In 1967, West Germany had its own #RhodesMustFall moment. In September of that year, socialist students tore down the monuments to colonial leaders Hans Dominik and Hermann von Wißmann that stood in front of their university. One statue was carried across the street, propped up in the cafeteria, painted red, and hung with a collection box for protesters’ legal fees. A leftist magazine had predicted the moment five years earlier. A photomontage in konkret magazine showed a black hand with a saw digging its teeth into the statue’s plinth. The text of the article read: “Word is getting around. Old Europe is no longer the center of the world.”
Black and white hands collaborated to dismantle the legacies of colonialism in 1960s West Germany. One of the first political issues the previously apathetic white German students turned to was South Africa, rallying around their fellow student Neville Alexander, who had completed a Ph.D in German literature when he returned to political struggle in South Africa after the 1961 Sharpeville Massacre. His opposition to apartheid earned him a decade in Robben Island prison. German students raised over 40,000 deutsche marks for his legal fees and carried signs through West Berlin reading “He Who Supports Apartheid Sanctions Auschwitz.”

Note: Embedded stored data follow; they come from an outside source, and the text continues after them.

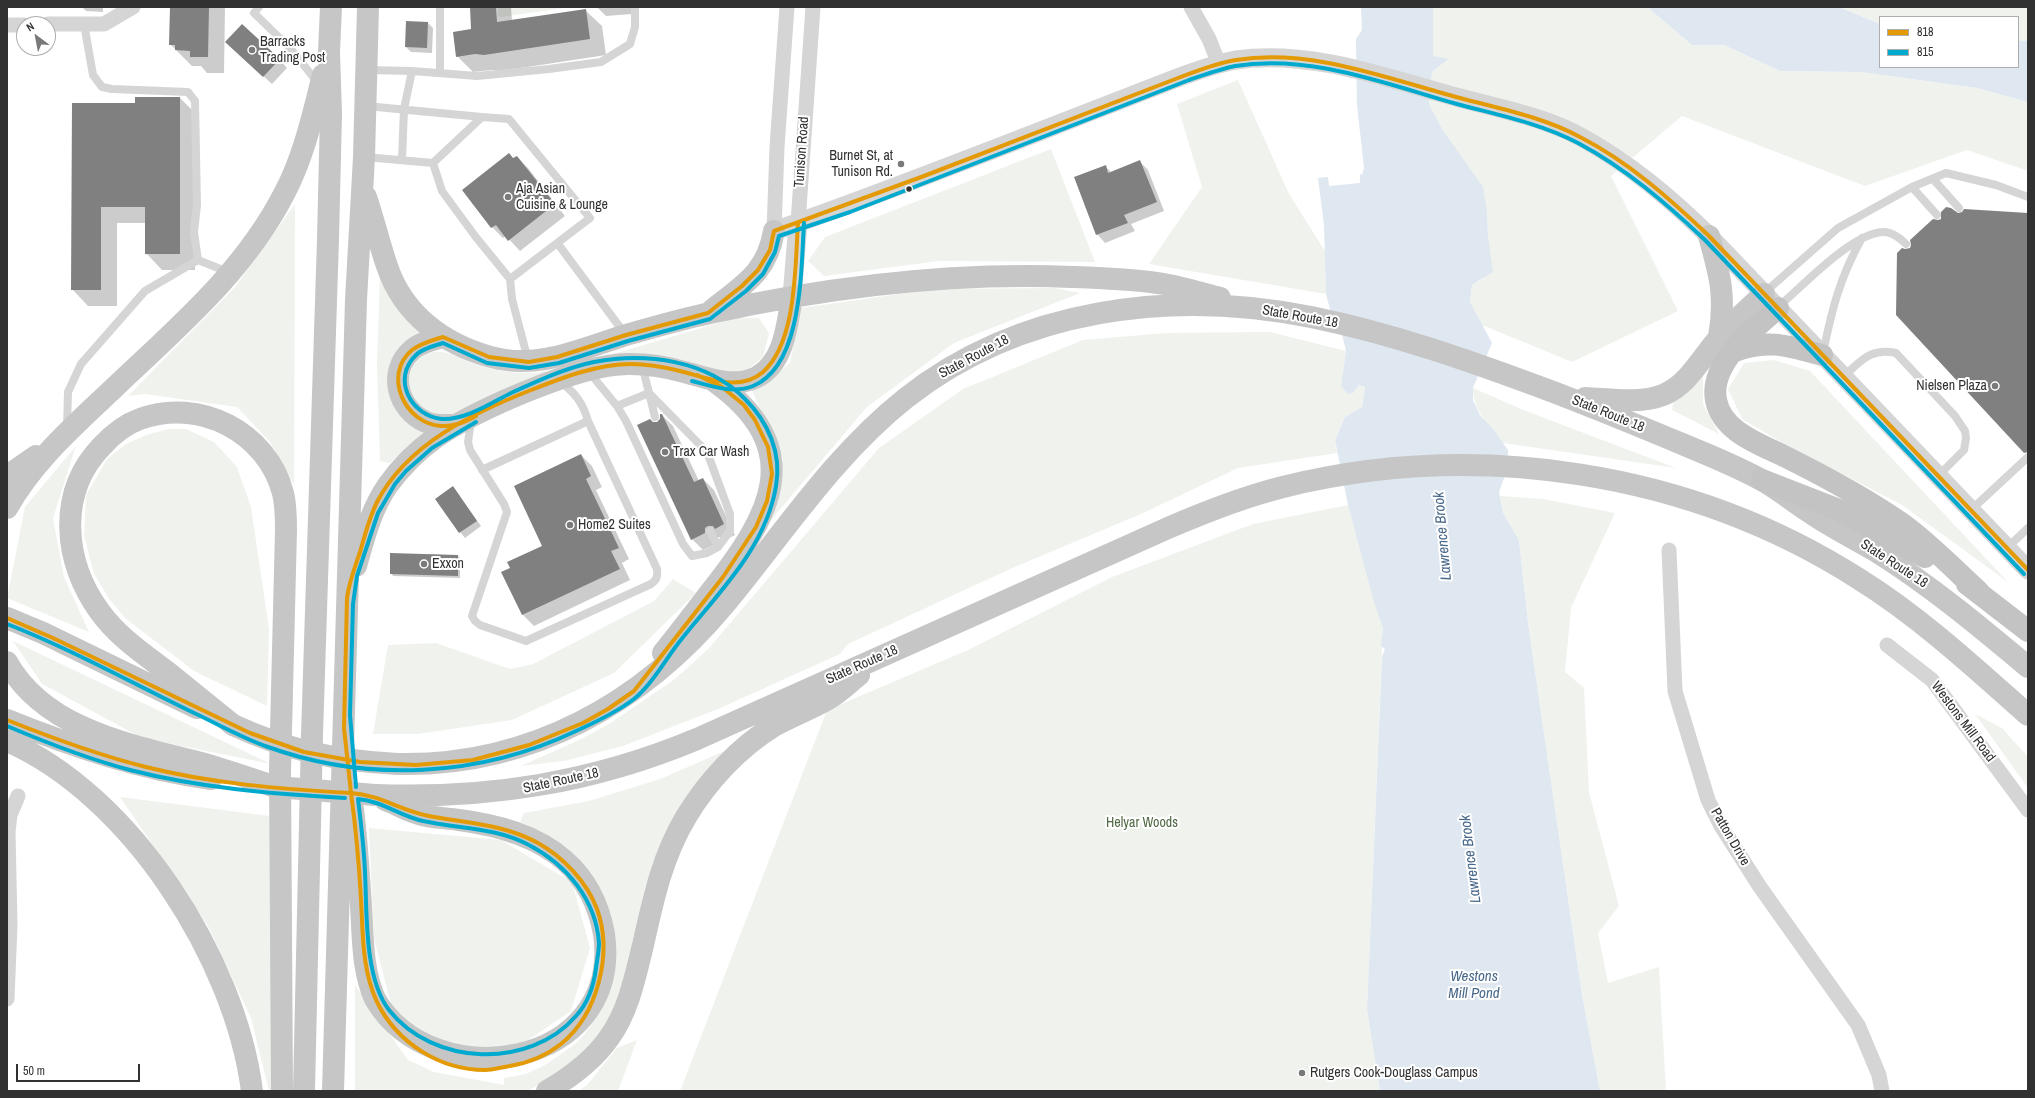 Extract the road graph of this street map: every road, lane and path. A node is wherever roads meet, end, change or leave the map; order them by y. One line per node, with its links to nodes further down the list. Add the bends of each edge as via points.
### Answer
1 (133, 7): 11 (street, via 104,24)
2 (258, 7): 19 (lane, via 254,13 290,48)
3 (331, 7): 14 (highway)
4 (368, 7): 16 (highway)
5 (440, 7): 18 (lane)
6 (635, 7): 18 (lane, via 635,27 630,44 601,62 477,76)
7 (787, 7): 12 (street, Tunison Road)
8 (813, 7): 13 (street, Tunison Road)
9 (1191, 7): 15 (street, via 1209,39)
10 (56, 24): 11 (street)
11 (84, 24): 38 (lane, via 93,76 102,87 188,92 195,101 197,205 194,232)
12 (786, 26): 13 (street); 33 (street, Tunison Road, via 776,161)
13 (812, 28): 32 (street, Tunison Road)
14 (329, 52): 19 (highway); 96 (highway, via 331,114)
15 (1219, 64): 32 (street); 34 (street, via 1253,59 1314,62 1352,69 1543,121 1581,138 1640,174 1682,209)
16 (366, 70): 17 (lane); 20 (highway)
17 (412, 71): 18 (lane); 21 (lane)
18 (440, 73)
19 (320, 86): 39 (highway, via 301,154 286,192 258,238)
20 (365, 106): 21 (lane); 23 (highway)
21 (404, 109): 22 (lane); 24 (lane)
22 (482, 117): 25 (lane); 36 (lane, via 510,119 590,218)
23 (364, 157): 24 (lane); 27 (highway)
24 (402, 160): 25 (lane)
25 (433, 163): 40 (lane, via 442,192)
26 (1933, 179): 28 (lane); 29 (lane, via 1946,173 1996,185); 30 (lane)
27 (362, 185): 46 (highway, via 387,266 398,290 421,319); 75 (highway)
28 (1912, 188): 31 (lane); 42 (lane, via 1838,228)
29 (2028, 197)
30 (1959, 208)
31 (1937, 216)
32 (798, 223): 33 (street); 41 (street, Tunison Road)
33 (774, 231): 44 (highway, via 770,250 758,270)
34 (1709, 236): 42 (street); 47 (highway, via 1723,295)
35 (1862, 238): 37 (lane, via 1885,232 1898,236); 42 (lane); 48 (lane, via 1836,294)
36 (558, 244): 40 (lane); 45 (lane)
37 (1906, 244)
38 (198, 260): 39 (lane); 61 (lane, via 145,291 81,364 68,392)
39 (231, 273): 61 (highway, via 196,310)
40 (510, 279): 49 (lane, via 512,299)
41 (792, 297): 43 (highway, via 924,279 1060,276 1163,284); 44 (highway); 54 (highway, via 782,344 769,367 758,376 743,382)
42 (1771, 301): 47 (highway, via 1746,336); 48 (street)
43 (1277, 312): 56 (highway, State Route 18, via 1335,323 1398,340); 83 (highway, State Route 18, via 1231,307 1177,306 1108,311 1036,328 956,364 920,387 873,426 839,462 708,623 668,664)
44 (708, 313): 45 (highway)
45 (626, 335): 49 (highway, via 557,357)
46 (443, 337): 49 (highway, via 489,357); 59 (highway, via 419,345 408,354 399,373 399,392 404,406 421,420 434,424)
47 (1726, 345): 48 (highway, via 1769,344); 56 (highway, via 1683,382 1663,395 1636,400); 76 (highway, via 1715,392 1719,408 1731,426 1745,437 1889,515 1922,540)
48 (1822, 355): 52 (street)
49 (529, 362)
50 (641, 365): 51 (highway, via 613,365); 54 (highway, via 683,372); 55 (lane)
51 (587, 370): 53 (highway); 57 (lane)
52 (1843, 377): 65 (street); 65 (lane, via 1871,354 1886,351 1896,353 1955,416 1965,431 1964,450)
53 (559, 380): 59 (highway); 60 (lane, via 578,397)
54 (714, 381): 83 (highway, via 745,406 765,436 772,474 768,500 758,524 741,552)
55 (649, 393): 57 (lane); 58 (lane); 71 (lane, via 707,452 730,514 730,531)
56 (1568, 398): 66 (highway, State Route 18, via 1650,430)
57 (617, 406): 71 (lane, via 683,544 692,556 707,553)
58 (655, 417)
59 (464, 421): 63 (lane, via 470,450); 75 (highway, via 417,452 388,485 373,512)
60 (588, 421): 63 (lane); 63 (lane, via 657,569 657,577 651,584 526,641 480,625 472,616 507,512)
61 (61, 437): 64 (highway); 67 (highway, via 24,482)
62 (2028, 457): 68 (lane)
63 (482, 470)
64 (7, 476)
65 (1938, 476): 68 (street)
66 (1762, 480): 76 (highway, via 1868,524); 82 (highway, State Route 18, via 1920,581)
67 (7, 508)
68 (1971, 510): 72 (street)
69 (2028, 528): 72 (lane)
70 (710, 531): 71 (lane)
71 (718, 547)
72 (2007, 548): 74 (street)
73 (1669, 550): 99 (street, Patton Drive, via 1675,691 1708,800 1721,826 1760,887 1858,1025)
74 (2028, 570)
75 (348, 590): 87 (highway)
76 (1979, 592): 78 (highway)
77 (7, 618): 86 (highway, State Route 18, via 44,633)
78 (2028, 631)
79 (1887, 645): 92 (street, Westons Mill Road, via 1932,680)
80 (883, 655): 84 (highway, State Route 18, via 1168,528 1258,494 1316,480 1391,468 1475,465 1558,471 1621,482 1676,496 1740,519 1808,549 1860,579 1908,613); 90 (highway, State Route 18, via 697,739 609,771 552,784 489,793 435,796); 98 (highway, via 830,698 757,738 726,766 698,799 676,835 661,870 634,982 617,1025 588,1061)
81 (7, 662): 89 (highway, via 32,695 77,724 142,749 202,763)
82 (2028, 667)
83 (634, 691): 86 (highway, State Route 18, bridge, via 563,732 526,745 438,764 357,761 311,754 270,742)
84 (2028, 715)
85 (7, 720): 89 (highway, State Route 18, via 76,747 137,765 198,777)
86 (233, 725): 95 (highway, via 119,634 91,598 72,556 70,514 81,474 106,441 116,432 140,419 165,413 190,413 226,423 246,436 262,452 276,473 284,494 286,530 280,772)
87 (345, 736): 90 (highway, via 366,963 375,997 385,1016 400,1034 420,1051 456,1067 484,1070 511,1068 534,1060 556,1046 578,1026 587,1013 595,1000 603,970 603,927 594,901 581,879 552,852 524,836 492,825 419,814); 97 (highway)
88 (7, 741): 94 (highway, via 57,768 87,793 129,836 170,889 203,942 229,999 242,1038)
89 (276, 786): 90 (highway, State Route 18, bridge)
90 (375, 795)
91 (18, 796): 93 (street, via 10,815 8,832 10,925)
92 (2028, 810)
93 (7, 999)
94 (252, 1091)
95 (282, 1091)
96 (304, 1091)
97 (333, 1091)
98 (547, 1091)
99 (1882, 1091)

It was not hard to find supporters of apartheid in post-fascist Germany. Among their most vocal was an economist who is hailed as one of the intellectual fathers of the West German social market economy, Wilhelm Röpke. In 1964, foreign students gathered in protest when Röpke came to the University of Zurich to give a talk titled “South Africa: An Attempt at a Positive Appraisal.”
Röpke’s talk was openly racist. He said that full equality was impossible because “the South African Negro is not only a man of an utterly different race but, at the same time, stems from a completely different type and level of civilization.” Equality for the black population, he said, would mean “national suicide.” He felt that South Africa must remain a white stronghold, calling for “a Zambezi line” to “divide the black-controlled northern part of the continent from the white-controlled south.” For reasons of racial superiority, economics and Realpolitik, Röpke felt that white supremacy had to persist in South Africa. The South African government loved his analysis. They ordered twenty thousand off-prints of the pamphlet for distribution in the U.S., three further translations and sixteen thousand copies of the book in which it was to appear.
In histories of the 1960s, the Congolese, Sudanese, South African, Ethiopian and Angolan protesters who were part of the West German and Swiss student movement are largely absent. Yet Röpke is routinely praised in history books and newspapers, with barely a mention of his racism. He even has a statue of his own. Not to give anyone any ideas.